The (un)problem of Dirty Data

One of the oft-cited reasons to delay (or avoid) moving to an evidence-based culture is lack of trust in data quality. The data is riddled with errors, biased, and inaccurate. If used to support decision-making, it could drive you toward the wrong decisions. Right?

This is almost certainly false. More often than not, these concerns are an excuse to avoid change or to justify complacency.

Let’s look more closely at what is meant by poor data quality. First of all, there is no such thing as perfect data. No data collection scheme can ensure perfect measurement, transcription, and storage. There will be outliers, blanks, discontinuities, and mistakes. But to paraphrase George Box:  “all data is wrong, but sometimes it’s useful”. In fact, you can almost always gain insights from data—even if it's not error-free.

How is this possible?  

We need to consider two things: the nature of the error and the resolution of the decision.  

Random error

Let’s first consider the error. The most common type is called random error. In fact, it’s in virtually every data set that has some kind of measurement. Sometimes you measure higher than reality.  Sometimes you measure lower. The individual errors are randomly variable and the reasons behind them are effectively unknown.

The trick with random error is that by averaging together more and more observations, the errors cancel each other out. You just need more data to make it go away, you don’t need better data.  

Imagine you're a fire chief looking to speed up your response performance. You decide to look at the turnout times of your different platoons. You pull yesterday’s numbers and see that Platoon A took 140 seconds on its first call and 160 seconds on its second call. Platoon B took 130 seconds on its only call.

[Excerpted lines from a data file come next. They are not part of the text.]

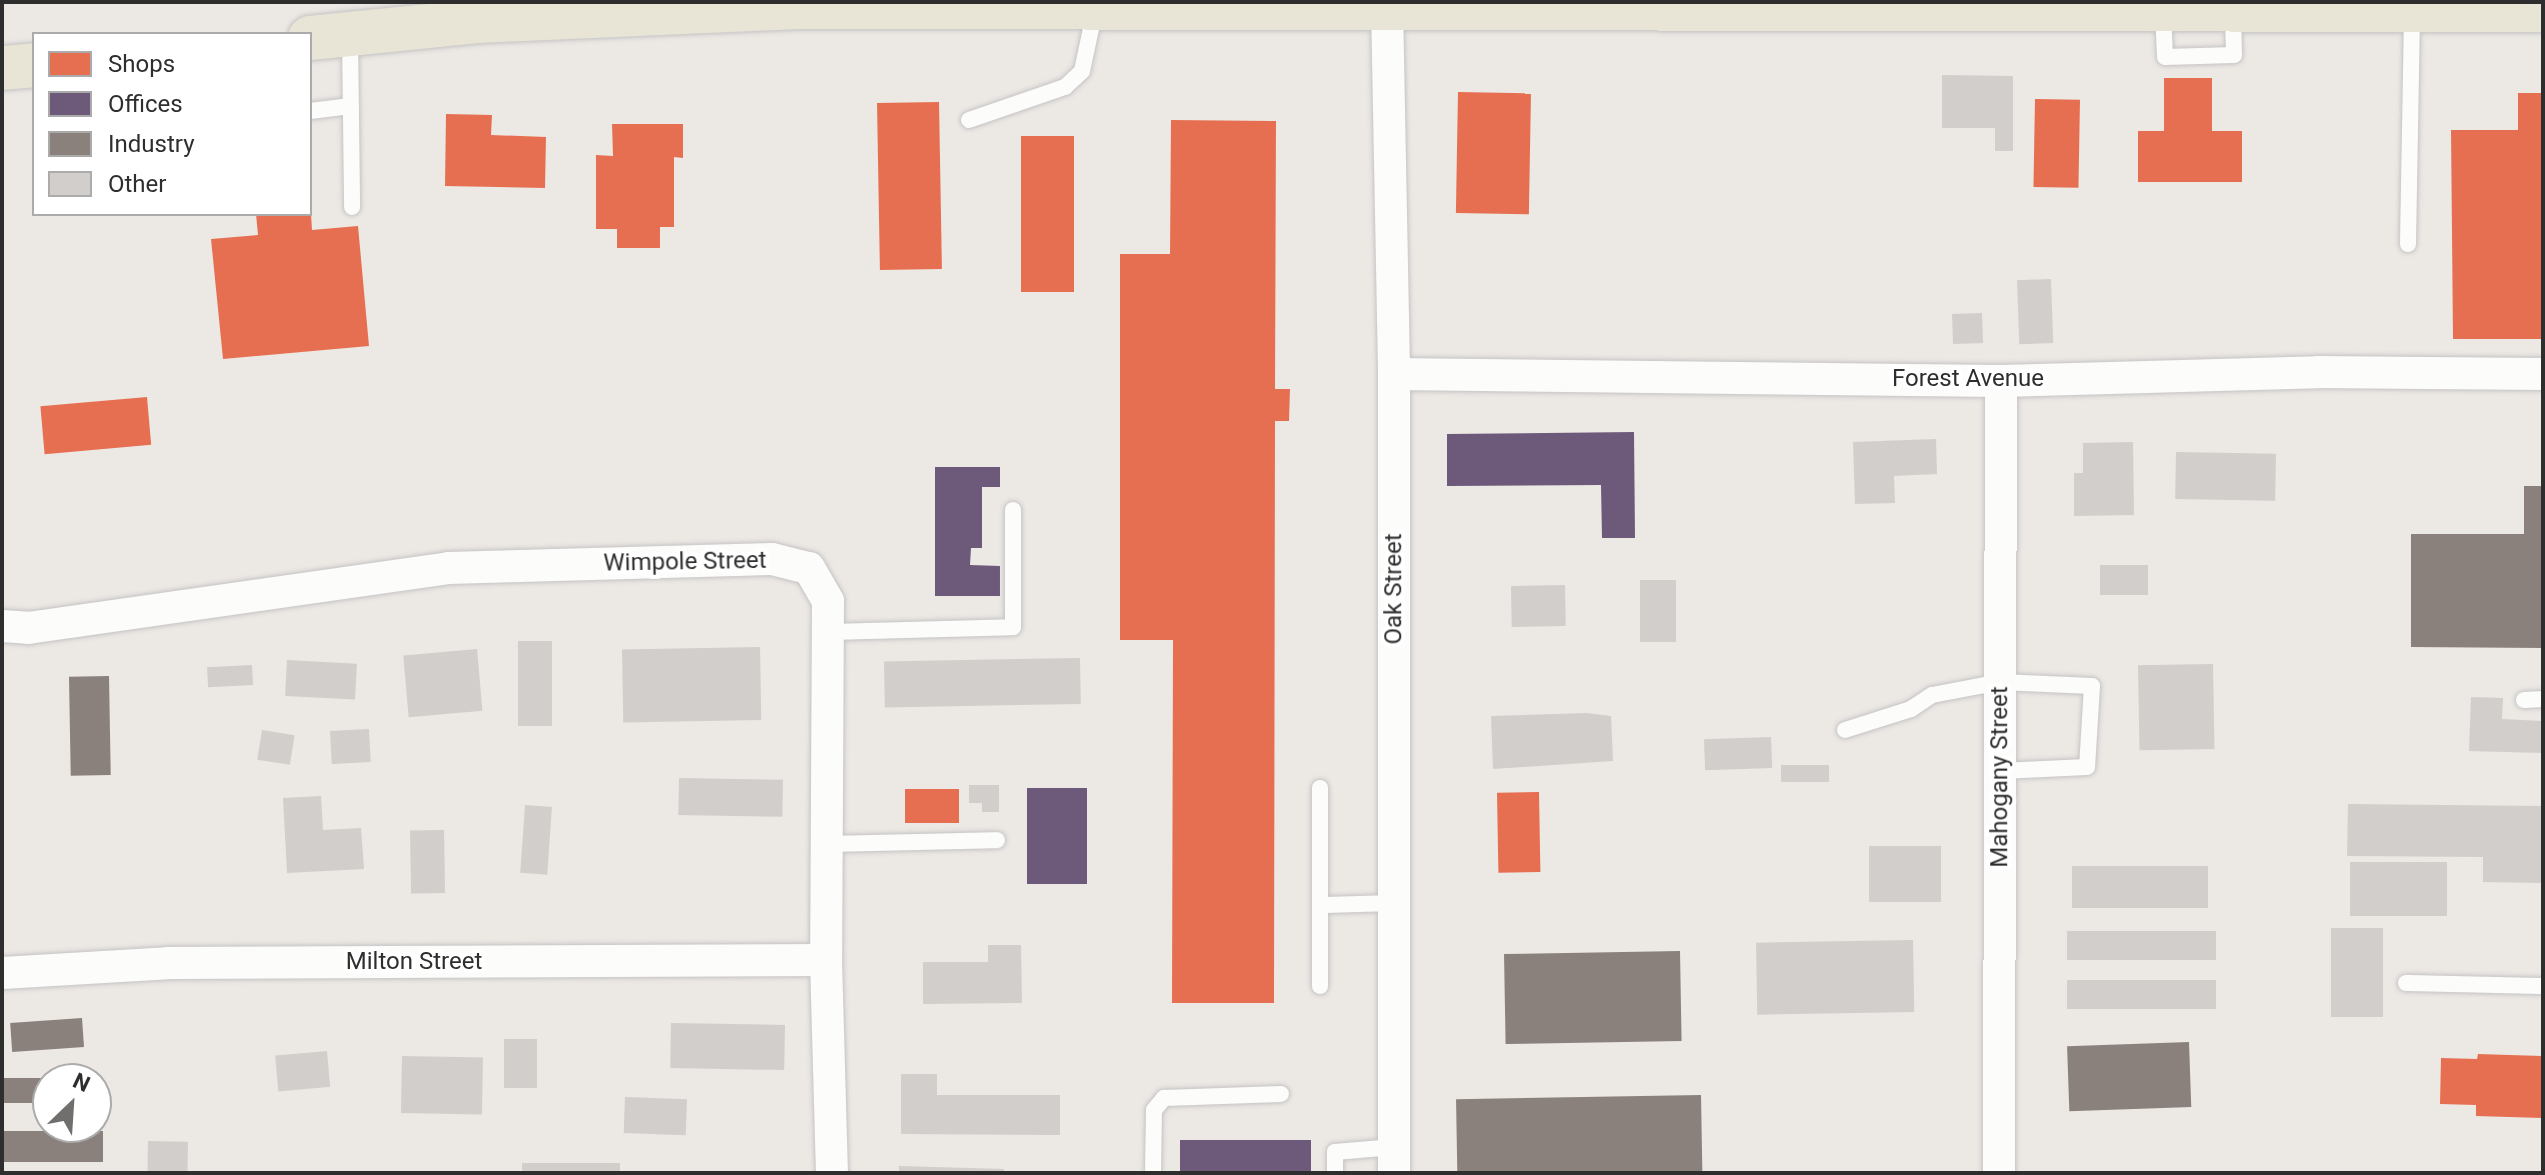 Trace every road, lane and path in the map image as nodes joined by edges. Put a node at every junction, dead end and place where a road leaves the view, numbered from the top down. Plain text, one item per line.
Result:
1 (1684, 3) edge
2 (1387, 5) junction
3 (1074, 6) edge
4 (2412, 10) junction
5 (2543, 10) edge
6 (477, 12) edge
7 (330, 36) edge
8 (32, 65) edge
9 (2, 68) edge
10 (351, 106) junction
11 (312, 111) edge
12 (969, 120) dead end
13 (352, 207) dead end
14 (2408, 244) dead end
15 (1394, 374) junction
16 (2543, 374) edge
17 (2001, 381) junction
18 (1013, 510) dead end
19 (2, 626) edge
20 (828, 632) junction
21 (2000, 682) junction
22 (2543, 699) edge
23 (2524, 700) dead end
24 (1845, 730) dead end
25 (2000, 771) junction
26 (1320, 788) dead end
27 (997, 840) dead end
28 (826, 844) junction
29 (1394, 903) junction
30 (1324, 905) junction
31 (826, 960) junction
32 (2, 973) edge
33 (2406, 983) dead end
34 (1320, 986) dead end
35 (2543, 986) edge
36 (1281, 1094) dead end
37 (1394, 1160) edge
38 (832, 1173) edge
39 (1153, 1173) edge
40 (1335, 1173) edge
41 (1999, 1173) edge

1 - 2 main road
1 - 4 main road
2 - 3 main road
2 - 15 street, Oak Street
3 - 6 main road
3 - 12 lane
4 - 5 main road
4 - 14 lane
6 - 7 main road
7 - 10 lane
8 - 9 main road
10 - 11 lane
10 - 13 lane
15 - 17 street, Forest Avenue
15 - 29 street, Oak Street
16 - 17 street, Forest Avenue
17 - 21 street, Mahogany Street
18 - 20 lane
19 - 20 street, Wimpole Street
20 - 28 street, Wimpole Street
21 - 24 lane
21 - 25 street, Mahogany Street
21 - 25 lane
22 - 23 lane
25 - 41 street, Mahogany Street
26 - 30 lane
27 - 28 lane
28 - 31 street, Wimpole Street
29 - 30 lane
29 - 37 street, Oak Street
30 - 34 lane
31 - 32 street, Milton Street
31 - 38 street, Wimpole Street
33 - 35 lane
36 - 39 lane
37 - 40 lane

Intuitively, you know that you can say very little from this data. In order to know which Platoon is the fastest, you would have to look at dozens of responses and average them. And the more you look at, the more confident you’d become. In this way, you address the random error in turnout times.

Systematic Error

The other main type of error is systematic error. Systematic error is more insidious. It’s difficult to detect and may lead to wrong conclusions. As you collect more data, the errors reinforce one another.

Let’s continue the example from above. You find that Platoon A is about 20 seconds faster than Platoon B over the last year. You’re just about to lay down the law on Platoon B when one of your analysts contacts you. She has gone on some ride-alongs and noticed some interesting facts. Platoon A is younger than Platoon B and they all use the mobile data terminals to signal their departure. Platoon B is older, and uses radios to call in their departures.  

After doing some further digging, she estimates that the dispatchers take about 30 seconds before they enter the en-route marker in the data. The method of collection is adding (on average) 30 seconds to each of Platoon B’s turnout times. Good thing you didn’t bring down the hammer.

How do you fix this? You correct for it analytically by subtracting thirty seconds from the reported turnout times (and adding thirty to the travel times) of platoon B. Systematic error is dangerous, but it is not fatal.

Decision Resolution

Now let’s talk about decision resolution. Decision resolution is the amount of precision you need to make a confident decision.

Again, an example is helpful. Suppose you are planning to add an additional vehicle to your fleet. Your rule of thumb is that you add a new unit for each thousand calls per year. The three-year average has been 14,500 calls, and you have 13 vehicles.  

You present your request to council, but are denied. One of the council members noticed that some of your structure fire calls are really alarm calls. His audit estimates that as much as two per cent of calls are mis-categorized and shouldn’t be counted. He suggests that your analysis is flawed.

Well, even if the council member is correct, two per cent would reduce your call count to 14,210. This is still above your threshold of 14,000 to justify the 14th vehicle. In fact, your error rate would have to be double that (four per cent) in order for you to reconsider your request.

Perception is Reality

As far as a decision-maker is concerned, perceived accuracy is the same as true accuracy. Even small, immaterial errors can devastate your credibility. A good analyst deals with data quality through outlier coding or error-robust analysis. When she presents results, there are no noticeable flaws in the data.

In summary, analytics is by its nature equipped to deal with dirty data. A good analyst can identify, remove, or even correct erroneous data so that it doesn’t impact the quality of the decision. As a decision-maker, you should ask your analysts about sample size. And you should try to to identify systematic errors. This process will both improve the quality of your team’s analysis and your confidence in it.